A team of researchers at Coburg University, the University of Cambridge, the University of Primorska, and at Microsoft Research set up the largest- and longest-scale VR working experiment (PDF link) yet performed, with sixteen test subjects spending an entire 40-hour work week in VR. They used a typical commercially-available setup: a Meta Quest 2 headset (yes, the one made by Facebook) and a Logitech K830 keyboard with an integrated trackpad. As a baseline, the same subjects did the same work in a conventional PC environment (with the same keyboard/trackpad input) over another week. The study was spotted by PC Gamer.
The results were, as the paper puts it, “expected.” The test subjects reported a 35% increase in work task load, 42% more frustration, 11% more anxiety, and a whopping 48% increase in eye strain.

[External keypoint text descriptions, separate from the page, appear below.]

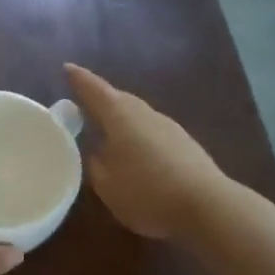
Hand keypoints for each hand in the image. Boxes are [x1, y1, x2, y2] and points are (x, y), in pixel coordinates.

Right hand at [63, 64, 225, 238]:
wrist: (206, 206)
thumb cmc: (146, 192)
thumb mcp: (107, 185)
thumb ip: (96, 165)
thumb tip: (98, 152)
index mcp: (120, 117)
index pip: (95, 90)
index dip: (80, 80)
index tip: (68, 68)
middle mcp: (145, 114)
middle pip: (120, 99)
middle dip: (102, 99)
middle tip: (85, 104)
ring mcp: (170, 128)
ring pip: (139, 116)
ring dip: (122, 119)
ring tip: (108, 132)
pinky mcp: (186, 145)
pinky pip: (153, 132)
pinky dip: (140, 136)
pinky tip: (137, 155)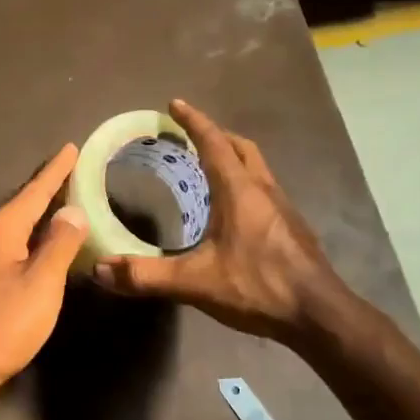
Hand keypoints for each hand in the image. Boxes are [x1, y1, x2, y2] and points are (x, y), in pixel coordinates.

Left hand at [0, 144, 87, 399]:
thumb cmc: (5, 322)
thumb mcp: (41, 281)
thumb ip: (59, 243)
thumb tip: (72, 209)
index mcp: (3, 228)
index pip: (35, 190)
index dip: (56, 170)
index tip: (72, 147)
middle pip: (23, 202)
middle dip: (47, 185)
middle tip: (72, 167)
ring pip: (18, 222)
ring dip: (40, 209)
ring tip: (63, 197)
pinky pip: (15, 241)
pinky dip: (34, 233)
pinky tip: (44, 240)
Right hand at [92, 100, 346, 343]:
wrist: (318, 315)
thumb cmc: (259, 286)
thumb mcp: (195, 283)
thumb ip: (147, 276)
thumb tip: (100, 269)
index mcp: (240, 191)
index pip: (214, 143)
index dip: (193, 121)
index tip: (174, 105)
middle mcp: (264, 190)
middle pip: (241, 148)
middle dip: (215, 135)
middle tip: (189, 137)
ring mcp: (282, 208)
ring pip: (256, 168)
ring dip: (232, 158)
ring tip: (207, 168)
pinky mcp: (291, 228)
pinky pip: (263, 190)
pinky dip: (243, 183)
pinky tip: (231, 211)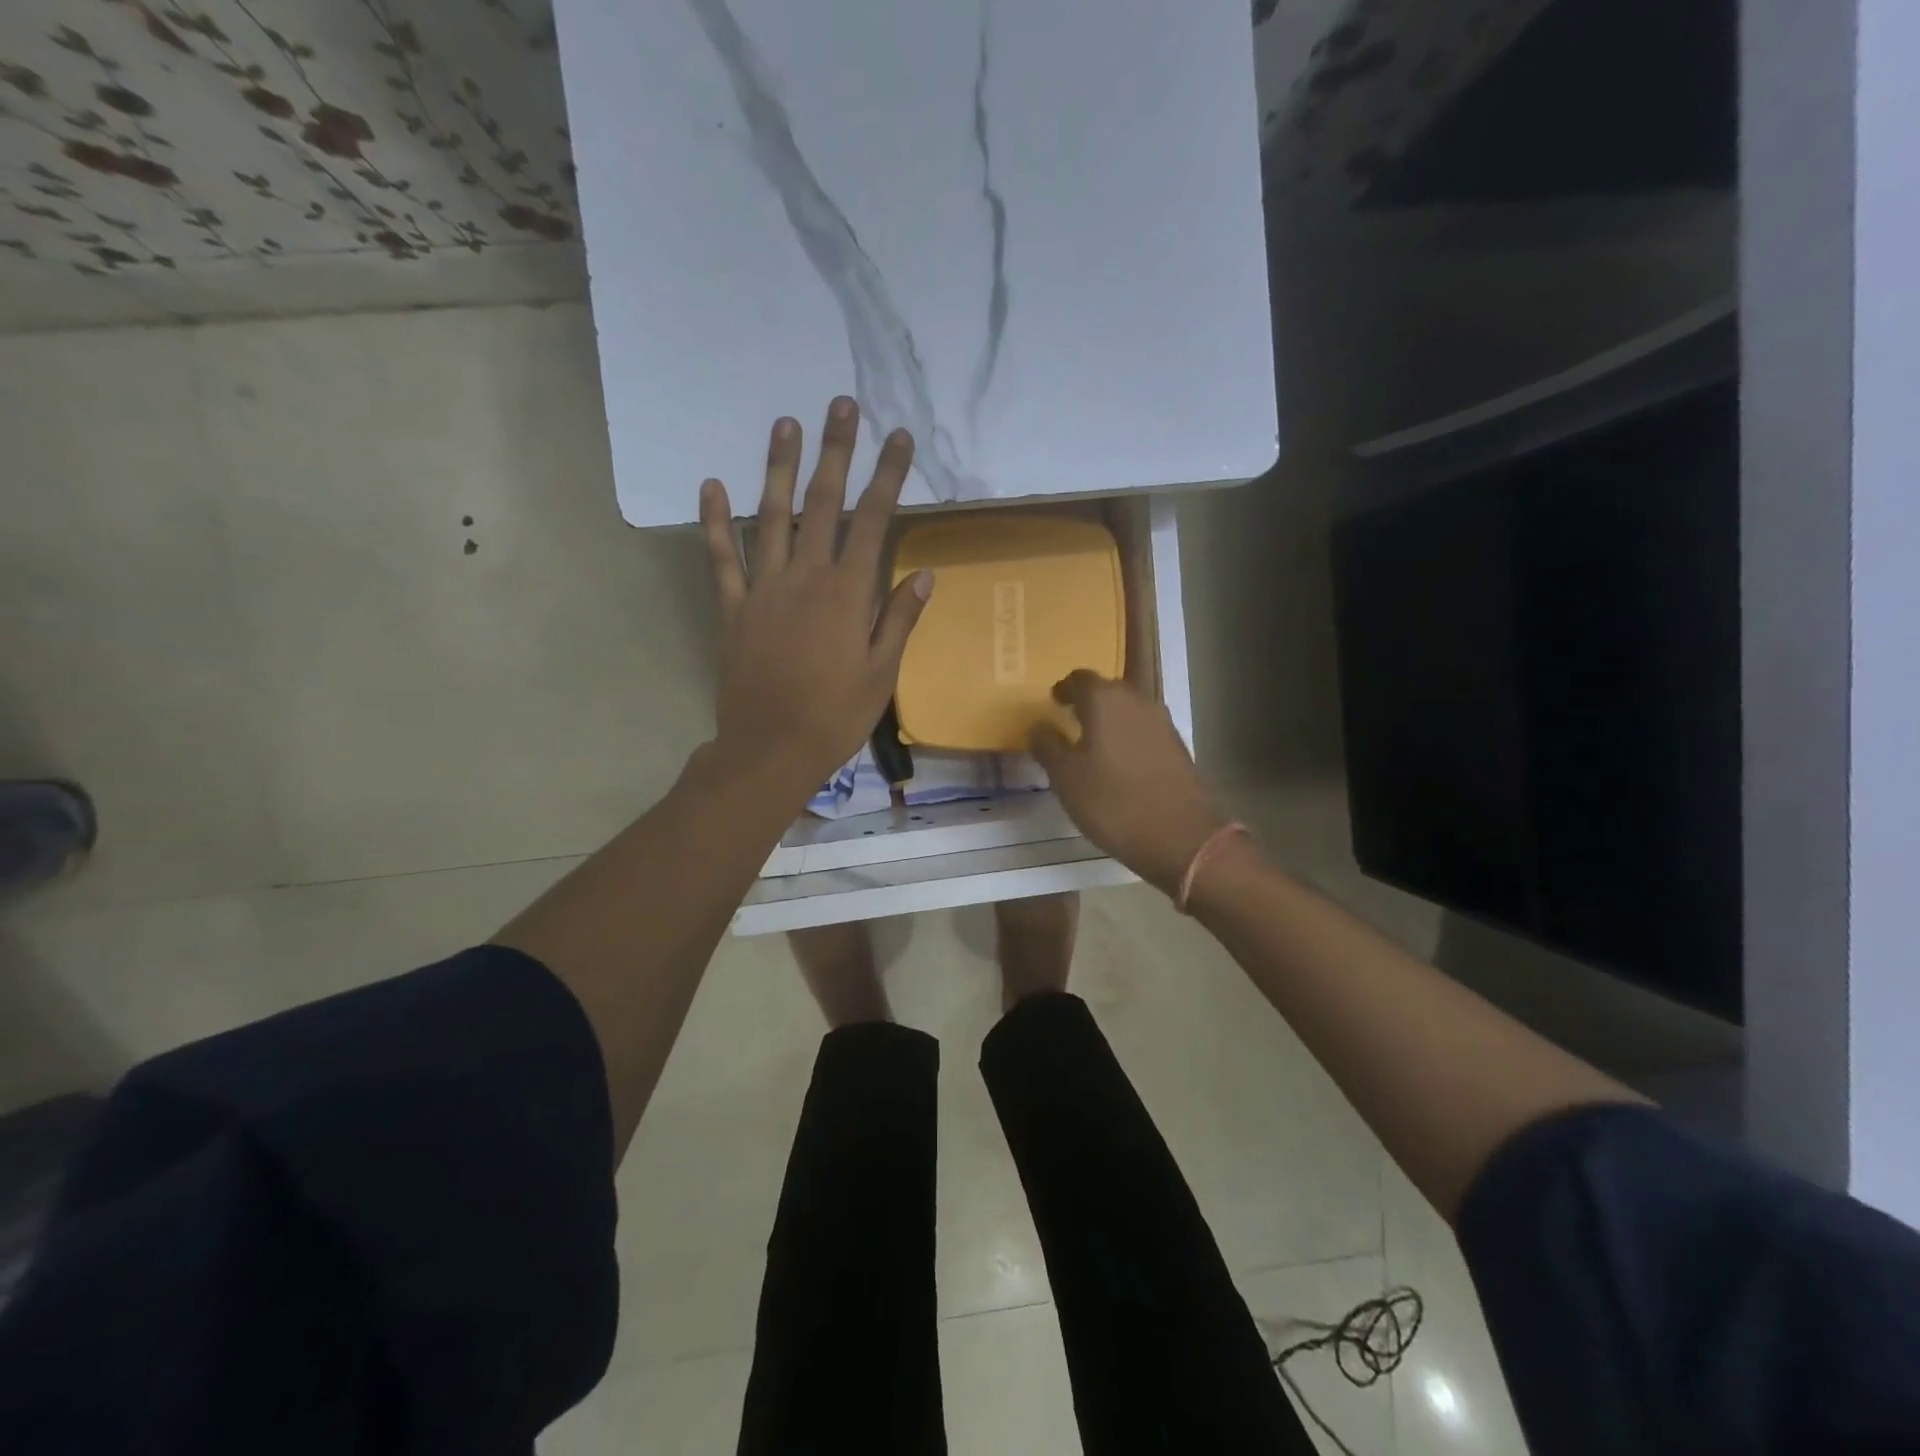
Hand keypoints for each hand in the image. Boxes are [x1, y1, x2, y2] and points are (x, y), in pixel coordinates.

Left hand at [700, 397, 932, 800]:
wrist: (770, 749)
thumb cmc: (836, 716)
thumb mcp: (882, 673)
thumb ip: (899, 619)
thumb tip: (924, 573)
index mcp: (847, 593)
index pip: (873, 520)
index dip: (888, 476)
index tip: (899, 437)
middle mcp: (805, 578)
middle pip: (823, 504)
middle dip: (835, 451)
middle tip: (841, 405)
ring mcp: (764, 589)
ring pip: (771, 517)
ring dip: (779, 468)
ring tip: (785, 423)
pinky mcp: (733, 608)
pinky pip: (722, 558)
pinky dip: (716, 522)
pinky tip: (712, 485)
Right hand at [1030, 672, 1230, 896]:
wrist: (1181, 836)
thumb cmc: (1113, 802)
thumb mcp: (1066, 778)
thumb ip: (1048, 746)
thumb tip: (1038, 727)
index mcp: (1105, 700)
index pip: (1079, 678)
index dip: (1064, 689)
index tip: (1053, 702)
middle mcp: (1137, 701)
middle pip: (1107, 690)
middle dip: (1088, 702)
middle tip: (1070, 721)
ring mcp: (1162, 723)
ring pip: (1128, 711)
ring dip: (1110, 721)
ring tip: (1092, 745)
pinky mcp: (1178, 747)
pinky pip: (1144, 731)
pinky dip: (1128, 738)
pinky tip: (1119, 764)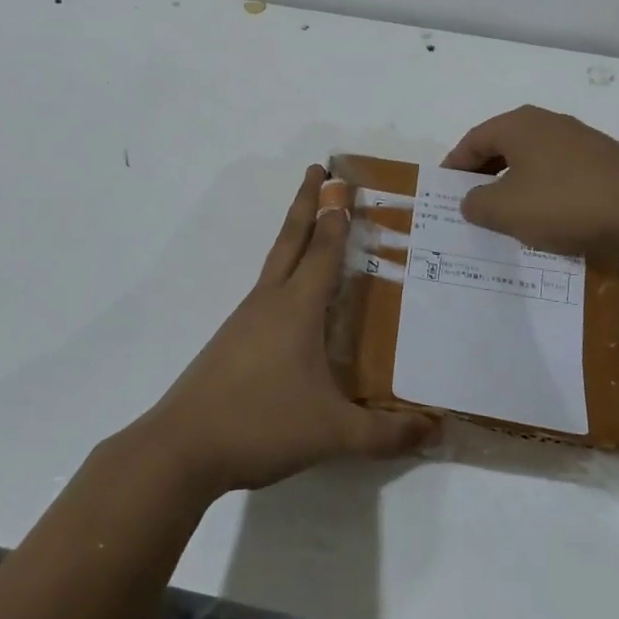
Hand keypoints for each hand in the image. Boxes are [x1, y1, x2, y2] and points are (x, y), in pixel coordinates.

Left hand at [142, 166, 437, 494]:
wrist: (182, 448)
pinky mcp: (231, 342)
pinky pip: (266, 293)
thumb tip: (436, 430)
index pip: (323, 249)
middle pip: (291, 238)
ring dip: (294, 237)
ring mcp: (245, 320)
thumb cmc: (261, 424)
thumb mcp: (333, 433)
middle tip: (317, 169)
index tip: (344, 182)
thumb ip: (386, 434)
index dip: (336, 215)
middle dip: (306, 202)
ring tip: (313, 229)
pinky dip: (284, 275)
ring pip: (275, 264)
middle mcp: (269, 301)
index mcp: (297, 307)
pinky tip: (293, 302)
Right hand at [442, 105, 618, 255]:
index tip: (445, 191)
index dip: (454, 166)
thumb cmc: (563, 201)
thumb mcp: (505, 210)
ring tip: (507, 215)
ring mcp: (579, 140)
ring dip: (515, 185)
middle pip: (503, 146)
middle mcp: (547, 123)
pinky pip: (559, 173)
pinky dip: (544, 191)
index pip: (473, 140)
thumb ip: (477, 204)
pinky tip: (548, 217)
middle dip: (484, 175)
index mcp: (518, 125)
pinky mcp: (604, 161)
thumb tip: (471, 200)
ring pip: (533, 160)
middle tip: (471, 203)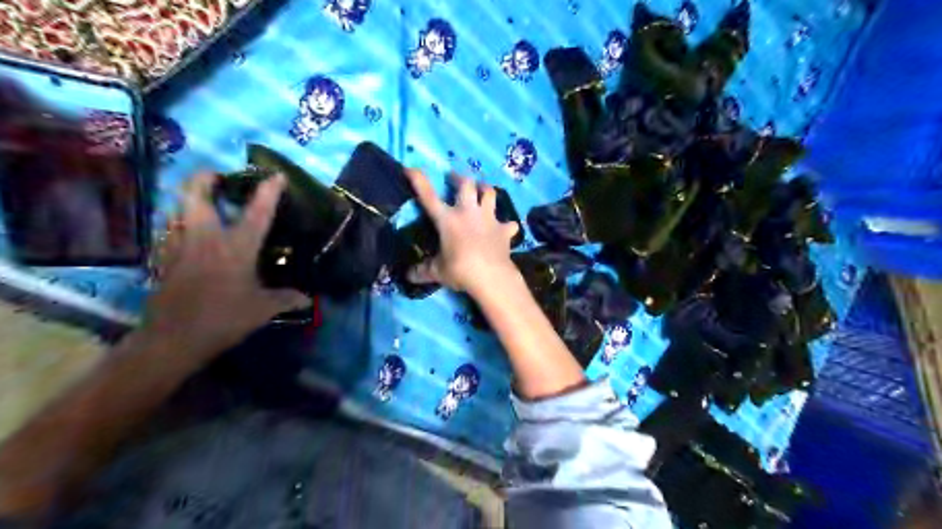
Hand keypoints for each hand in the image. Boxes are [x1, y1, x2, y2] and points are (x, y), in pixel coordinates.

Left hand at [143, 171, 309, 361]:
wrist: (172, 338)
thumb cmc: (223, 319)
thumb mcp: (262, 310)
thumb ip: (286, 299)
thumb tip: (309, 299)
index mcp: (236, 247)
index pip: (257, 212)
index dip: (268, 191)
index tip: (277, 175)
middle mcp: (206, 237)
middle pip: (196, 194)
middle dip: (205, 178)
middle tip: (218, 176)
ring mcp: (180, 245)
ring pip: (178, 208)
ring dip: (190, 198)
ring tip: (205, 201)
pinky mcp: (164, 258)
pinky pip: (170, 228)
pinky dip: (180, 222)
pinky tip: (189, 233)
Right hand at [407, 170, 517, 293]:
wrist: (492, 277)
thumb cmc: (461, 271)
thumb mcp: (437, 272)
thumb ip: (423, 271)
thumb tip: (409, 275)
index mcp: (447, 220)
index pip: (428, 196)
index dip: (419, 180)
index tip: (411, 168)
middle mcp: (468, 212)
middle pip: (466, 184)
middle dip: (459, 177)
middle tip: (455, 178)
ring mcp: (488, 219)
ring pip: (490, 193)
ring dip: (485, 189)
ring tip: (482, 190)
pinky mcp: (504, 230)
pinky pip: (509, 224)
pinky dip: (507, 225)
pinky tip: (506, 228)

Participants rated their own productivity at 16% lower and their well-being at 20% lower. Two additional participants, one man and one woman, dropped out of the study on the first day, reporting that they were experiencing migraines, nausea, and anxiety. While some of these factors decreased with longer exposure to VR working environments, the researchers concluded that “VR resulted in significantly worse ratings across most measures.”
A few caveats. The researchers fully admit that their aim was to replicate a typical VR work setup as it’s available today, not an ideal one. The Meta Quest 2 is the best-selling head-mounted display on the market, but there are already VR headsets with better resolution and wider, more human-like fields of view. There are potential advantages to a VR environment, even when applied strictly to productive tasks. These include the ability to customize a user’s setup and see massive amounts of data beyond the limits of a physical screen.
Coburg University, Microsoft Research, University of Cambridge, University of Primorska
But the overall tone of the research paper is startlingly negative. With participants ranging from those with no experience in VR to those with extensive experience, the data sets nonetheless show a universal drop in both productivity and comfort with extended VR use. A significant portion of the test subjects — one in nine people, 11 percent — could not complete a single workday in VR before becoming physically unable to continue.
A scientist like the ones writing this paper would tell us not to draw conclusions from a single study. I’m not a scientist, but I don’t mind saying that the Meta and Metaverse vision of hundreds of millions of people working and living huge portions of their life in VR seems patently absurd, even accounting for improvements in both technology and comfort. VR gaming is something truly interesting and special, as Oculus demonstrated more than a decade ago. But VR working is something to dread.